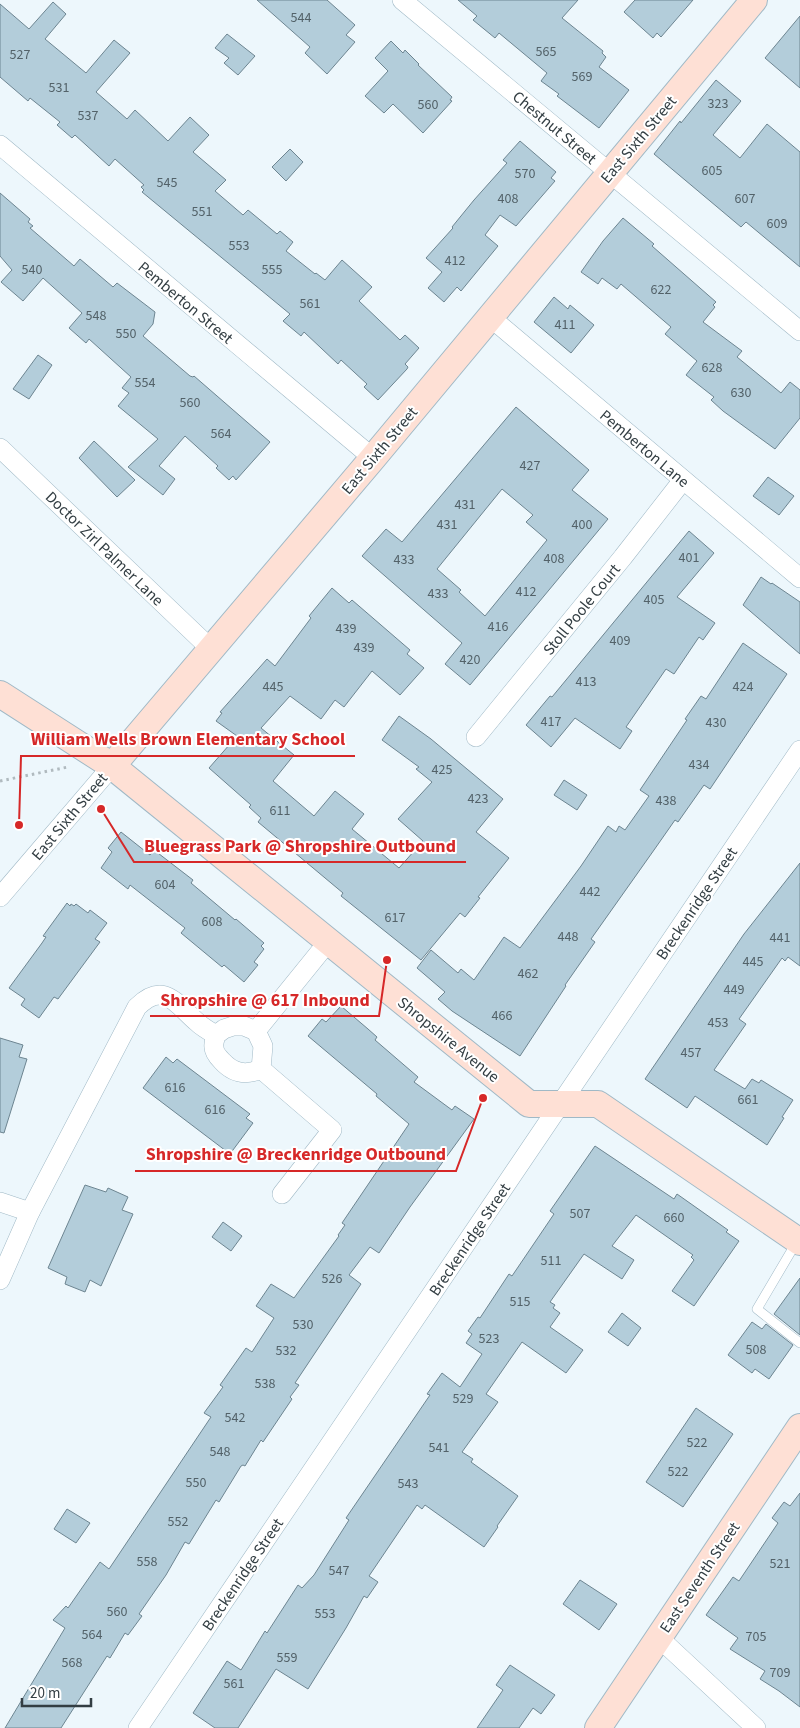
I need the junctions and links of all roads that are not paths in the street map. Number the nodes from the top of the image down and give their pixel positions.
1 (402, 0) edge
2 (754, 0) edge
3 (0, 145) edge
4 (610, 172) junction
5 (490, 318) junction
6 (800, 330) edge
7 (0, 448) edge
8 (373, 458) junction
9 (683, 480) junction
10 (800, 578) edge
11 (211, 649) junction
12 (0, 694) edge
13 (476, 737) dead end
14 (800, 750) edge
15 (112, 766) junction
16 (0, 897) edge
17 (328, 942) junction
18 (256, 1031) junction
19 (216, 1035) junction
20 (261, 1069) junction
21 (560, 1105) junction
22 (282, 1194) dead end
23 (0, 1202) edge
24 (30, 1212) junction
25 (798, 1241) edge
26 (0, 1280) edge
27 (800, 1343) edge
28 (800, 1427) edge
29 (658, 1637) junction
30 (138, 1728) edge
31 (598, 1728) edge
32 (756, 1728) edge

1 - 4 street, Chestnut Street
2 - 4 street, East Sixth Street
3 - 8 street, Pemberton Street
4 - 5 street, East Sixth Street
4 - 6 street, Chestnut Street
5 - 8 street, East Sixth Street
5 - 9 street, Pemberton Lane
7 - 11 street, Doctor Zirl Palmer Lane
8 - 11 street, East Sixth Street
9 - 10 street, Pemberton Lane
9 - 13 street, Stoll Poole Court
11 - 15 street, East Sixth Street
12 - 15 street, Shropshire Avenue
14 - 21 street, Breckenridge Street
15 - 16 street, East Sixth Street
15 - 17 street, Shropshire Avenue
17 - 18 street
17 - 21 street, Shropshire Avenue
18 - 19 street
18 - 20 street
19 - 20 street
19 - 24 street
20 - 22 street
21 - 25 street, Shropshire Avenue
21 - 30 street, Breckenridge Street
23 - 24 street
24 - 26 street
25 - 27 lane
28 - 29 street, East Seventh Street
29 - 31 street, East Seventh Street
29 - 32 street

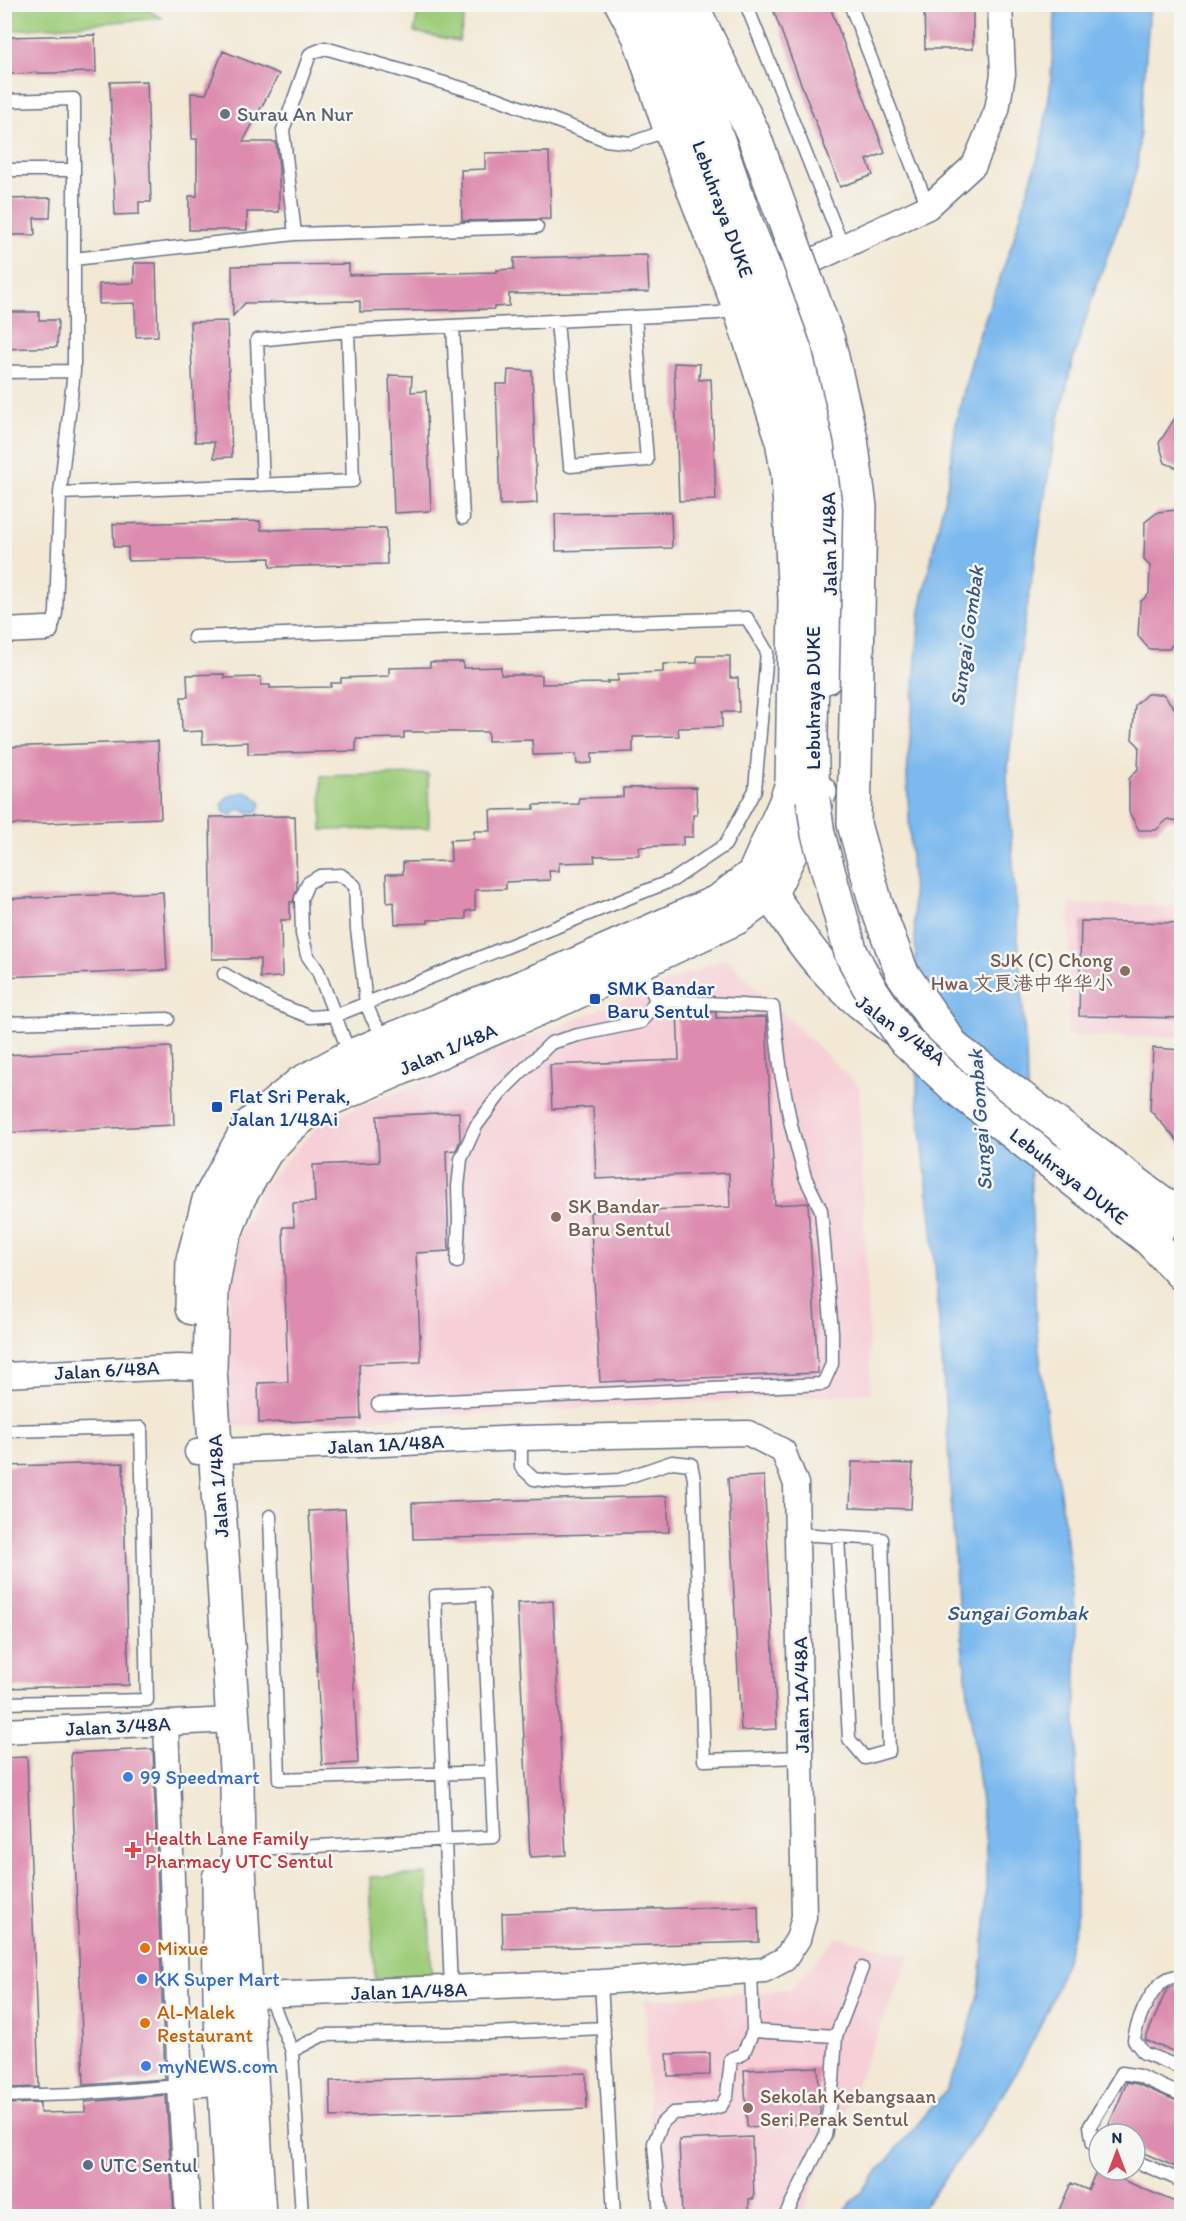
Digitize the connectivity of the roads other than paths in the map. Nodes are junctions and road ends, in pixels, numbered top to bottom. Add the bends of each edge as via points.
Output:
1 (622, 4) edge
2 (640, 4) edge
3 (661, 4) edge
4 (682, 4) edge
5 (691, 4) edge
6 (746, 4) edge
7 (850, 4) edge
8 (1000, 4) edge
9 (692, 64) junction
10 (4, 101) edge
11 (670, 129) junction
12 (74, 170) junction
13 (4, 171) edge
14 (928, 207) junction
15 (537, 227) dead end
16 (295, 234) junction
17 (843, 247) junction
18 (74, 259) junction
19 (768, 281) junction
20 (740, 309) junction
21 (635, 317) junction
22 (557, 321) junction
23 (453, 326) junction
24 (348, 331) junction
25 (74, 371) junction
26 (4, 372) edge
27 (263, 484) junction
28 (60, 493) junction
29 (463, 518) dead end
30 (46, 629) joint
31 (4, 631) edge
32 (194, 637) dead end
33 (762, 883) junction
34 (639, 964) junction
35 (224, 974) dead end
36 (656, 1000) junction
37 (366, 1003) junction
38 (337, 1015) junction
39 (168, 1019) dead end
40 (4, 1023) edge
41 (387, 1043) junction
42 (351, 1056) junction
43 (1182, 1221) edge
44 (1182, 1255) edge
45 (457, 1262) dead end
46 (1182, 1274) edge
47 (200, 1367) junction
48 (4, 1375) edge
49 (378, 1404) dead end
50 (4, 1431) edge
51 (521, 1438) junction
52 (207, 1452) junction
53 (270, 1516) dead end
54 (798, 1534) junction
55 (838, 1537) junction
56 (4, 1703) edge
57 (222, 1721) junction
58 (166, 1724) junction
59 (4, 1731) edge
60 (802, 1757) junction
61 (490, 1772) junction
62 (442, 1774) junction
63 (445, 1840) junction
64 (238, 1850) junction
65 (862, 1968) dead end
66 (751, 1971) junction
67 (1182, 1978) edge
68 (601, 1982) junction
69 (451, 1989) junction
70 (245, 1996) junction
71 (604, 2028) junction
72 (753, 2031) junction
73 (836, 2036) junction
74 (292, 2052) junction
75 (1182, 2068) edge
76 (226, 2082) junction
77 (180, 2086) junction
78 (1182, 2095) edge
79 (4, 2096) edge
80 (1092, 2122) edge
81 (1147, 2166) edge
82 (1182, 2181) edge
83 (188, 2217) edge
84 (232, 2217) edge
85 (259, 2217) edge
86 (302, 2217) edge
87 (614, 2217) edge
88 (660, 2217) edge
89 (785, 2217) edge

1 - 11 main road, Jalan 1/48A via 639,36
2 - 46 main road, Lebuhraya DUKE, bridge via 664,49 801,419 814,522 813,799 818,834 851,953 903,1038 955,1087 1149,1239
3 - 9 main road, Jalan 1/48A
4 - 9 main road
5 - 43 main road, Lebuhraya DUKE, bridge via 752,131 828,340 851,439 860,507 854,824 876,904 902,973 954,1048
6 - 17 lane
7 - 14 lane
8 - 14 street via 1003,75 997,110 974,165
9 - 19 main road, Jalan 1/48A
10 - 12 lane via 74,99
11 - 16 lane via 631,143 606,140 499,99 325,48 310,54 283,130
11 - 20 main road, Jalan 1/48A
12 - 13 lane
12 - 18 lane
14 - 17 street
15 - 16 lane
16 - 18 lane
17 - 19 street
18 - 25 lane
19 - 33 main road, Jalan 1/48A via 797,349 828,476 831,597 820,790
20 - 21 lane
20 - 33 main road, Jalan 1/48A via 783,445 795,600 792,784
21 - 22 lane
21 - 22 lane via 647,460 570,466
22 - 23 lane
23 - 24 lane
23 - 29 lane
24 - 27 lane via 257,340
24 - 27 lane via 353,481
25 - 26 lane
25 - 28 lane
27 - 28 lane
28 - 30 lane via 56,613 53,624
30 - 31 street
32 - 37 lane via 747,618 767,652 755,790 725,845 673,880
33 - 34 main road, Jalan 1/48A via 736,918
33 - 41 main road, Jalan 1/48A
33 - 44 main road, Jalan 9/48A, bridge via 821,965 868,1011 1094,1169
34 - 36 lane
34 - 47 main road, Jalan 1/48A via 318,1104 290,1126 266,1151 238,1199 219,1250
35 - 38 lane via 272,1002 310,1017
36 - 45 lane via 641,1022 551,1043 503,1090 476,1126 461,1159
36 - 49 lane via 773,1007 791,1125 805,1177 821,1210 832,1332 832,1364 823,1384
37 - 38 lane
37 - 38 lane via 355,886 341,875 320,876 308,883 301,898 302,934 307,955
37 - 41 lane
38 - 42 lane
39 - 40 lane
41 - 42 main road, Jalan 1/48A
42 - 47 main road, Jalan 1/48A via 301,1083 250,1125 209,1200 193,1260
47 - 48 street, Jalan 6/48A
47 - 52 main road, Jalan 1/48A
50 - 56 lane via 141,1428 147,1700
51 - 52 street, Jalan 1A/48A
51 - 54 street, Jalan 1A/48A via 748,1433 783,1451 796,1484
51 - 60 lane via 521,1467 534,1479 565,1484 619,1480 672,1462 691,1464 704,1760
52 - 57 main road, Jalan 1/48A
53 - 62 lane via 279,1779
54 - 55 lane
54 - 60 street, Jalan 1A/48A
55 - 55 lane via 849,1739 865,1758 889,1750 882,1539
57 - 58 street, Jalan 3/48A
57 - 64 main road, Jalan 1/48A via 237,1784
57 - 70 main road, Jalan 1/48A via 219,1860
58 - 59 street, Jalan 3/48A
58 - 77 street
60 - 66 street, Jalan 1A/48A via 804,1917 798,1939 785,1959 764,1970
61 - 62 lane
61 - 62 lane via 483,1594 435,1596
61 - 63 lane via 494,1837
62 - 63 lane
63 - 64 lane
63 - 69 lane
64 - 70 main road, Jalan 1/48A
65 - 73 lane
66 - 68 street, Jalan 1A/48A
66 - 72 lane
67 - 75 lane via 1165,1979 1155,1988 1134,2040 1144,2053
68 - 69 street, Jalan 1A/48A
68 - 71 lane
69 - 70 street, Jalan 1A/48A
70 - 74 lane
70 - 76 main road, Jalan 1/48A
70 - 85 main road, Jalan 1/48A
71 - 74 lane via 324,2035
71 - 87 lane
72 - 73 lane
72 - 88 lane via 743,2054 731,2060 727,2096 721,2106 673,2113 662,2123 654,2143
73 - 89 lane via 825,2136
74 - 86 lane
76 - 77 street
76 - 84 main road, Jalan 1/48A
77 - 79 lane
77 - 83 street
78 - 80 lane via 1139,2076 1122,2073
81 - 82 lane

....................

#### TASK GOAL:
Isolate each line of the listing above that includes "Sixth". Copy it.

#### TASK OUTPUT:
2 - 4 street, East Sixth Street
4 - 5 street, East Sixth Street
5 - 8 street, East Sixth Street
8 - 11 street, East Sixth Street
11 - 15 street, East Sixth Street
15 - 16 street, East Sixth Street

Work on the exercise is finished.